(Items from a dataset)
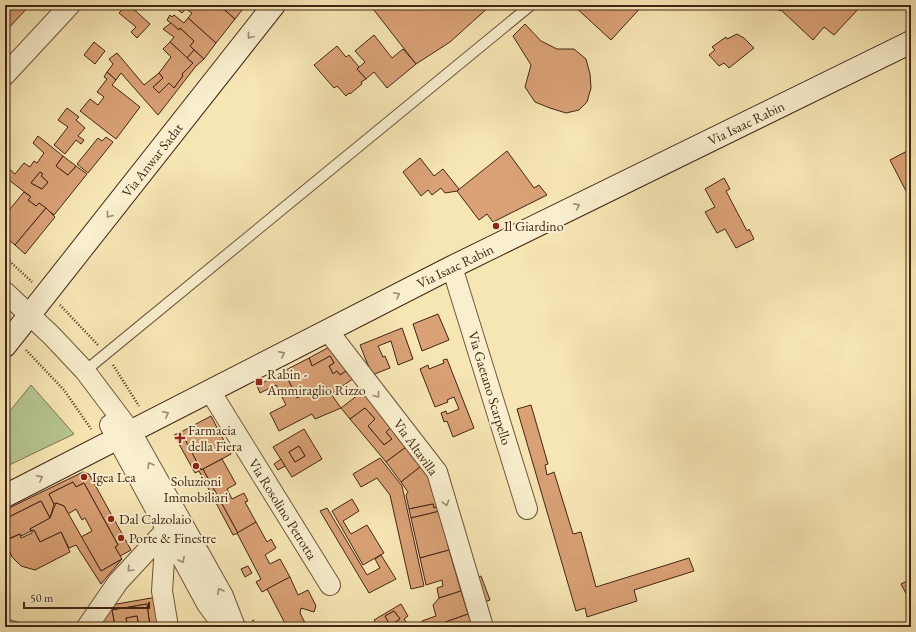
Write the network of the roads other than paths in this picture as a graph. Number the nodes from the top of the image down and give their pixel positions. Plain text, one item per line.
1 (70, 5) edge
2 (274, 5) edge
3 (531, 5) edge
4 (911, 42) edge
5 (5, 75) edge
6 (452, 267) junction
7 (5, 292) edge
8 (30, 315) junction
9 (328, 330) junction
10 (8, 342) edge
11 (85, 371) junction
12 (210, 391) junction
13 (116, 440) junction
14 (5, 496) edge
15 (527, 509) dead end
16 (166, 530) junction
17 (330, 585) dead end
18 (5, 624) edge
19 (15, 627) edge
20 (87, 627) edge
21 (168, 627) edge
22 (224, 627) edge
23 (235, 627) edge
24 (484, 627) edge

1 - 5 street
2 -> 8 street, Via Anwar Sadat
3 - 11 lane
6 -> 4 street, Via Isaac Rabin
9 -> 6 street, Via Isaac Rabin
6 - 15 street, Via Gaetano Scarpello
7 - 8 street
8 - 10 street, Via Anwar Sadat
8 - 11 street
12 -> 9 street, Via Isaac Rabin
9 -> 24 street, Via Altavilla
11 - 13 street
13 -> 12 street, Via Isaac Rabin
12 - 17 street, Via Rosolino Petrotta
14 -> 13 street, Via Isaac Rabin
13 - 16 street
23 -> 13 street
16 -> 20 street
16 - 21 street
16 -> 22 street
18 - 19 lane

Your assignment — Say how many lines of the data above have the string "Rabin" in them, and write nothing besides that number.

Answer area — 5